In these chapters of his autobiography, as Obama attempted to understand his Kenyan heritage, there is a sharp feeling that this was an interlude in the life of an earnest American, at times a form of tourism, at other times a serious effort to resolve the most complex matters of identity and selfhood. There is a moment when he sat by the graves of his ancestors and wept:
When my tears were finally spent, I felt a calmness wash over me. I felt the circle finally close… I saw that my life in America — the black life, the white life, the sense of abandonment I’d felt as a boy, the frustration and hope I’d witnessed in Chicago — all of it was connected with this small plot of earth an ocean away, connected by more than the accident of a name or the color of my skin. The pain I felt was my father’s pain. My questions were my brothers’ questions. Their struggle, my birthright.
This passage displays the difference between Baldwin’s sensibility and that of Obama. Whereas Baldwin sought to make distinctions, Obama always wants to make connections; his urge is to close circles even when they don’t need to be closed or the closure is too neat to be fully trusted. Whereas Baldwin longed to disturb the peace, create untidy truths, Obama was slowly becoming a politician.
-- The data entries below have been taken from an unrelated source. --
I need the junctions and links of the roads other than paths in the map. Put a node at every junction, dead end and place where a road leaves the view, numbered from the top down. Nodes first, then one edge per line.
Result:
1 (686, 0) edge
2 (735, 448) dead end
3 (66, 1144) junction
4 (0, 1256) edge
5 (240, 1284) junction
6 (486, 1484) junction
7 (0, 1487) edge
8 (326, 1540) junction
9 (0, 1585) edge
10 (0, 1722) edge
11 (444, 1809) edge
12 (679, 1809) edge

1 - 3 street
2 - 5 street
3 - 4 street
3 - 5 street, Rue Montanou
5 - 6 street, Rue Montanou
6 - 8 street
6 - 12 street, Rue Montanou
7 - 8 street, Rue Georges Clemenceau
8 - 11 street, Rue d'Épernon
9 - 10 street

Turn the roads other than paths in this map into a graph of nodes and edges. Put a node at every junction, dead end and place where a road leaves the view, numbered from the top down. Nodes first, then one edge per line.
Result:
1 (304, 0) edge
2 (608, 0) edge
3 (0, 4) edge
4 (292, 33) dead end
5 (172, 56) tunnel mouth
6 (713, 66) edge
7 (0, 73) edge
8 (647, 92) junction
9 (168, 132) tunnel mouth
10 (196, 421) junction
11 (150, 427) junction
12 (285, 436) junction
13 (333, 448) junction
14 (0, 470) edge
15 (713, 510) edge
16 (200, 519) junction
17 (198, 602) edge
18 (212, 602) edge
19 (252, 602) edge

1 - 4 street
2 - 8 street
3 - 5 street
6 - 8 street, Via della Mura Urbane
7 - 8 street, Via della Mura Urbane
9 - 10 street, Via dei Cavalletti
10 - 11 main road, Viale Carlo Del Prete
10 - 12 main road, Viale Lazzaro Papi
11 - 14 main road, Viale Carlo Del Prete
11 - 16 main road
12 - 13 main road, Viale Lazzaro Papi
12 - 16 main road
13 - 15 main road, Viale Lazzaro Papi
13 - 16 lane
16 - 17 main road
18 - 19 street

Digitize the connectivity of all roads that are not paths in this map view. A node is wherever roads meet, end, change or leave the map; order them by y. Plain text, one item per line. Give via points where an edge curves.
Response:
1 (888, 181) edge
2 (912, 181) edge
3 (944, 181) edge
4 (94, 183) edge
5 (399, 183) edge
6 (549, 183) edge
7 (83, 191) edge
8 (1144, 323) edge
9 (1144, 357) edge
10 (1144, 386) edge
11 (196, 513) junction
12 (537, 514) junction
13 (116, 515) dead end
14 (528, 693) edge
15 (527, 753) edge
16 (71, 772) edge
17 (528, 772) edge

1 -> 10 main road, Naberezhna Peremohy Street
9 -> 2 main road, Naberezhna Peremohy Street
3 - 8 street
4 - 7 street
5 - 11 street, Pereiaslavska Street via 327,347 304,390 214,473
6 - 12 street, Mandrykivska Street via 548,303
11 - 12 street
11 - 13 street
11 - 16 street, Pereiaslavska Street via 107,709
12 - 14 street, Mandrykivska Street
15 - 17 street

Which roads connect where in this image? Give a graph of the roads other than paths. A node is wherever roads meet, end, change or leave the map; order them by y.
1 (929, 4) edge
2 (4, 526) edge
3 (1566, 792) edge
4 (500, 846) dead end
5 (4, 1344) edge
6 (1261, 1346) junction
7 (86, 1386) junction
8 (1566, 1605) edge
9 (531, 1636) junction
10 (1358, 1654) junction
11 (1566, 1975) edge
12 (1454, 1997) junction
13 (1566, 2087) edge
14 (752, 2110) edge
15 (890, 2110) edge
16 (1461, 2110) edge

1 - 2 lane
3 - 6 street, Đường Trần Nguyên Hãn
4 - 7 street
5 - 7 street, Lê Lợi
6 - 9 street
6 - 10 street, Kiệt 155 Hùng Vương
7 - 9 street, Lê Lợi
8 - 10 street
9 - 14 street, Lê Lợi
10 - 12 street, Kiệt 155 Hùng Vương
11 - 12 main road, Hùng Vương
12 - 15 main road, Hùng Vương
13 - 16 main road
Despite his best effort to reconcile his own life at home with that of his Kenyan father, the chapters about Kenya in Dreams from My Father show Obama puzzled and ill at ease. Later, in his book The Audacity of Hope , he moved closer to the truth when he described his wife’s admission on a flight back from Kenya to Chicago that ‘she was looking forward to getting home. “I never realized just how American I was,” she said. She hadn’t realized just how free she was — or how much she cherished that freedom.’
Just as Obama, in his increasing urge to inspire, a necessary aspect of his calling perhaps, often seeks a rhetoric free of bitterness and high on healing, Baldwin, in his urge to speak difficult truths, to tell white people what they least wished to hear, sometimes moved towards a tone that was almost shrill. In his great good humour, however, he would perhaps enjoy more than anyone else reading this passage now from an essay written by him in 1965:
I remember when the ex-Attorney General, Mr Robert Kennedy, said it was conceivable that in 40 years in America we might have a Negro President. That sounded like a very emancipated statement to white people. They were not in Harlem when this statement was first heard. They did not hear the laughter and bitterness and scorn with which this statement was greeted… We were here for 400 years and now he tells us that maybe in 40 years, if you are good, we may let you become President.
Obama, running for President forty-three years later, just three years too late to fulfil what Robert Kennedy saw as conceivable, and Baldwin saw as far too late, ends Dreams from My Father with the phrase, ‘I felt like the luckiest man alive.’ Later, when he won his first election to the US Senate, he wrote: ‘Still, there was no point in denying my almost spooky good fortune. I was an outlier, a freak; to political insiders, my victory proved nothing.’